SPECIAL TO SPORTSNET.CA
By Trevor Lowden (@trevlowden)
DUNEDIN, Fla. – Even in the modern era of baseball, some players like Mitch Nay still hold on to the game’s storied history and tradition.
After all, the 20-year-old’s grandfather played through it.
Nay, the Toronto Blue Jays’ 2012 first-round pick, is the grandson of Lou Klimchock who was a third baseman in the major leagues from 1958 to 1970 and played against guys like Mickey Mantle and Roger Maris, and alongside Hank Aaron.
“[The history] was always ingrained in me because he always talked about it and those names always came up,” said Nay, at the Bobby Mattick Training Center on Monday. “I think it’s really important to know where baseball originated.”
The younger Nay believes it is important for young players to acknowledge the history of the game, even before his Grandpa, whom he refers to as “an old-school guy,” had played.
“This game is unlike any other kind of game in America,” said Nay. “I think it’s really important because they’ve been playing Major League Baseball professionally for [over 150 years] and they are going to keep playing it for over a hundred years.”
Nay drew from his roots and decided to play the same position that his Grandpa did in the 1950s and 60s.
Unfortunately, the Chandler, Arizona native was sidelined in his inaugural season due to a broken foot and couldn’t make his pro debut until 2013.
Nay was strong in his first year, where he played with the Bluefield Blue Jays and hit .300/.364/.426 with six home runs, 11 doubles and 42 RBI over 64 games in the rookie Appalachian League, earning him a promotion to the short-season Vancouver Canadians during their playoff run.
The corner infielder and designated hitter was named the Most Valuable Player of the 2013 Northwest League Playoffs as selected by MiLB.com.
“Last year I was very happy,” he said. “I just feel like I improved greatly in all aspects of the game and that’s really all you can ask for.”
In the off-season, Nay worked out and chose to spend a little time away from baseball, traveling to California and spending time with friends and family.

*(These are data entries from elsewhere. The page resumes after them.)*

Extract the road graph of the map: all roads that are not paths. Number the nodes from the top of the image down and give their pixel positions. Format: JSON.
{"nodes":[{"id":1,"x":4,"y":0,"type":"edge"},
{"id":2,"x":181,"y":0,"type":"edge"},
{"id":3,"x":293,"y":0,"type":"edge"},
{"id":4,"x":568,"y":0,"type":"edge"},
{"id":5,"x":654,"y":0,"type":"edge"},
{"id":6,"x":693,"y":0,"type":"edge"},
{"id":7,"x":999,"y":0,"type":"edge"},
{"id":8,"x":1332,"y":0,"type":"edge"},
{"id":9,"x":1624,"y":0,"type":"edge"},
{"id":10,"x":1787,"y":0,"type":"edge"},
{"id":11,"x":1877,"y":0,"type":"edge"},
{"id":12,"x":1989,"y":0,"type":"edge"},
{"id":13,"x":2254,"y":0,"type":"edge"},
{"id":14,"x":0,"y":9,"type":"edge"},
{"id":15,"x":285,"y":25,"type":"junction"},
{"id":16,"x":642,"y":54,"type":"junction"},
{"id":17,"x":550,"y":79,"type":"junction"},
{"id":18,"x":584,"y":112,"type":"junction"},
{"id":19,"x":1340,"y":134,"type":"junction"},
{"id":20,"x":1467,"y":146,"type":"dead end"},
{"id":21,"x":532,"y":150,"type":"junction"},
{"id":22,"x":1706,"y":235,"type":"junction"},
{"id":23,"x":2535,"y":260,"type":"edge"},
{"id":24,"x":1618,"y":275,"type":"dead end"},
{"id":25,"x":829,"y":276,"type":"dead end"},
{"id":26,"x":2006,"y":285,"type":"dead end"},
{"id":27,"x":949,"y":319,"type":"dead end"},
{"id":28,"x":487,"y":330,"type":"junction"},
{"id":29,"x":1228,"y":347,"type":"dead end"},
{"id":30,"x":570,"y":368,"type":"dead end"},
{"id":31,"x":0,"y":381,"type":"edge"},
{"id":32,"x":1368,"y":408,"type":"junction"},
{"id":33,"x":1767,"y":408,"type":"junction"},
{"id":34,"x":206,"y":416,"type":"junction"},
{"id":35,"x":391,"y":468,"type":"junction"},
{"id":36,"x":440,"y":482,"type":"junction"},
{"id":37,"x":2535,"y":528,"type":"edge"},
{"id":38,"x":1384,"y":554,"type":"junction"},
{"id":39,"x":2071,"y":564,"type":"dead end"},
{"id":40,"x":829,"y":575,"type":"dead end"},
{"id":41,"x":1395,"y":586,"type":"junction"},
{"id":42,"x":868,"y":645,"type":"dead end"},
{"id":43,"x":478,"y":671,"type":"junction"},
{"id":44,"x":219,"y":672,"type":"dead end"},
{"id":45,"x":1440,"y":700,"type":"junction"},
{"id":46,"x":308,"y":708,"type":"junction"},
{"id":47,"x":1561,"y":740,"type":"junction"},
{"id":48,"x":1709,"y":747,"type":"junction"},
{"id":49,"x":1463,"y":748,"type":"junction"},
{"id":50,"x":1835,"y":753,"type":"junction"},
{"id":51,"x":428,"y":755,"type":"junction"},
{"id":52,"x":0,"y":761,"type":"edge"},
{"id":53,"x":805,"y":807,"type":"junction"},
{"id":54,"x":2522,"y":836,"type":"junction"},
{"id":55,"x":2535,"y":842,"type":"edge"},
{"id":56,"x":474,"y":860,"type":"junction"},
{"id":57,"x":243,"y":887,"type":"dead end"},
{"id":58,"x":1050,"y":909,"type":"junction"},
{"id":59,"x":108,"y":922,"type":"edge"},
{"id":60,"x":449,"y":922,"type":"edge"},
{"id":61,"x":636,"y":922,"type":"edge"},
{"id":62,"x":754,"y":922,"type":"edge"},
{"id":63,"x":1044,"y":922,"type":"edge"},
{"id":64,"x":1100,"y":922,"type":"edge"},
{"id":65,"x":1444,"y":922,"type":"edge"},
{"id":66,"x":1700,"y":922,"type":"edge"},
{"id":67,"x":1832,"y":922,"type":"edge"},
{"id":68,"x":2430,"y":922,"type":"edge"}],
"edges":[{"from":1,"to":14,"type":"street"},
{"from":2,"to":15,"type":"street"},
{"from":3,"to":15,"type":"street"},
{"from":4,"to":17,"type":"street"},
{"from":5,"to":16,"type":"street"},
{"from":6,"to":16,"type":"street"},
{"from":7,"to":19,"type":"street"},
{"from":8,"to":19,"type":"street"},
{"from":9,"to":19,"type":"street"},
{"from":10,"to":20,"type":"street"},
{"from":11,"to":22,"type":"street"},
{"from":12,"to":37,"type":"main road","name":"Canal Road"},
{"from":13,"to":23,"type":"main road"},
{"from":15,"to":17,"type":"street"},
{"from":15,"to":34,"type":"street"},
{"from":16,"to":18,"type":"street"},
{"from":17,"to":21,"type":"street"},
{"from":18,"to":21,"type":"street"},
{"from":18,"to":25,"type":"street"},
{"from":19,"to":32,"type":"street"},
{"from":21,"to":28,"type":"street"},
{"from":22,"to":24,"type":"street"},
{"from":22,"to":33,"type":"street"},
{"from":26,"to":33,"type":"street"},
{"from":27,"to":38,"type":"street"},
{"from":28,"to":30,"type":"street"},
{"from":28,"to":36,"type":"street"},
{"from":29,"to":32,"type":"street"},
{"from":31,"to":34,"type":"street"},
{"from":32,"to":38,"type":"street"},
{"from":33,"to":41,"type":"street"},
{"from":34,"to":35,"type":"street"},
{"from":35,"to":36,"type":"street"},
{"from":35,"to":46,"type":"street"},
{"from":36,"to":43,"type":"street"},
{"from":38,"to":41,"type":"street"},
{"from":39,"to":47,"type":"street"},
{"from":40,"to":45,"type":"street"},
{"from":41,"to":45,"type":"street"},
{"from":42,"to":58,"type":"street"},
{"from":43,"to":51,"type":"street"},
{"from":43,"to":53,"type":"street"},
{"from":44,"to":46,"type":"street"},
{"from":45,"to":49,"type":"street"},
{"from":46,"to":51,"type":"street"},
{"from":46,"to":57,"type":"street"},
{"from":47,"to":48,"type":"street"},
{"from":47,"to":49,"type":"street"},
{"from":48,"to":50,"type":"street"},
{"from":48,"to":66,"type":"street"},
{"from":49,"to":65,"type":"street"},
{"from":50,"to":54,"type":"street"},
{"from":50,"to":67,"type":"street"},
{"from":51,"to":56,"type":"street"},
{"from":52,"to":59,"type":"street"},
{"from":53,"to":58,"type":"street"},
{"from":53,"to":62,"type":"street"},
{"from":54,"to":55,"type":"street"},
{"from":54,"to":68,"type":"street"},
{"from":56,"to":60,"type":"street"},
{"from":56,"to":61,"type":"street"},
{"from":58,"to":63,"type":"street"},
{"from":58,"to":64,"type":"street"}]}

“I just relaxed,” he said, “We do this all the time. For your off time you’ve just got to disconnect. That’s big because it gives you a good balance.
“You can’t be thinking about baseball all the time.”
Among those that he hung out with from time to time, was the one whom he considers his biggest inspiration: Grandpa.
“Obviously we talk about baseball but I really like talking to him about other things – just kind of like hanging out with the guys, just different stuff about baseball,” said Nay. “He doesn’t get too critical of me, he gives me good advice and keeps me calm.”